We then wrote the Lambda-man AI using OCaml, in the subset that our compiler supports (more on this in the "# Compiler limitations" section). The AI is rather simple; a problem in our team (and I guess many other teams) is that everyone was quite excited at writing a compiler, but nobody was really fond of writing AIs, so we delayed this part to the very last day of the contest.

PS: We spent quite a few hours implementing a simulator (interpreters for Gcc and Ghc, and game rules engine), but we couldn't make much use of them in the end. Time would probably have been better spent experimenting with the Javascript API directly from the start. On the other hand, we kept the option open to actually simulate other's ghosts in our lambda-man, which would have made use of our Ghc simulator -- written in OCaml; we didn't have the time budget to make that work, though.

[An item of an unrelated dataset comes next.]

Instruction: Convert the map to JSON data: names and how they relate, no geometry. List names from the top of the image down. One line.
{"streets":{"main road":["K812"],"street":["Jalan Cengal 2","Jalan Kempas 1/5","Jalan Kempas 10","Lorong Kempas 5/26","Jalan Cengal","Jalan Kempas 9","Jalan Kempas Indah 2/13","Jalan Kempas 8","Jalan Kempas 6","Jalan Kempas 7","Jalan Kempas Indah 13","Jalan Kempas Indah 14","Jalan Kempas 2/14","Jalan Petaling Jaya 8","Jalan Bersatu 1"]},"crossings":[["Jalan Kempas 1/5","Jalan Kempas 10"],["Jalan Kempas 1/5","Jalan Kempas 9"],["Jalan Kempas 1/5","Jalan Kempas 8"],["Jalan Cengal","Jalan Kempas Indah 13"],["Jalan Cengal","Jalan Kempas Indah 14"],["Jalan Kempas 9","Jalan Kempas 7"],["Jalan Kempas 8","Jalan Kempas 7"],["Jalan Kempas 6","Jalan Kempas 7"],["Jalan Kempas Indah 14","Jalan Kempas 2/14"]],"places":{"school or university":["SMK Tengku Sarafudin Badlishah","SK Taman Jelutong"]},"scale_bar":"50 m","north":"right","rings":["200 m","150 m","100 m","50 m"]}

In retrospect, I think that reusing/porting/hacking an existing language (OCaml) was a great choice, because it allowed us to test our IA code not only on the organizers' simulator, but also by compiling it as an usual OCaml program with the usual OCaml toolchain, which has less bugs (than our own compiler backend) and is much more efficient. This saved our sanity of mind many times.

The lambda-man AI

We iterated quite a lot on the lambda-man AI in the last few hours of the contest. One problem is that we had a lot of fun with the ghosts and the compiler, and we delayed working on the main part of the contest till the end. Here are the main features of our lambda-man, which was mostly implemented by Thomas with help from Gabriel:

  • at initialisation time, it computes the graph structure of the map (seen as a vector of vector of possible directions); this makes it possible to have a more efficient main loop in the time constrained part of the game.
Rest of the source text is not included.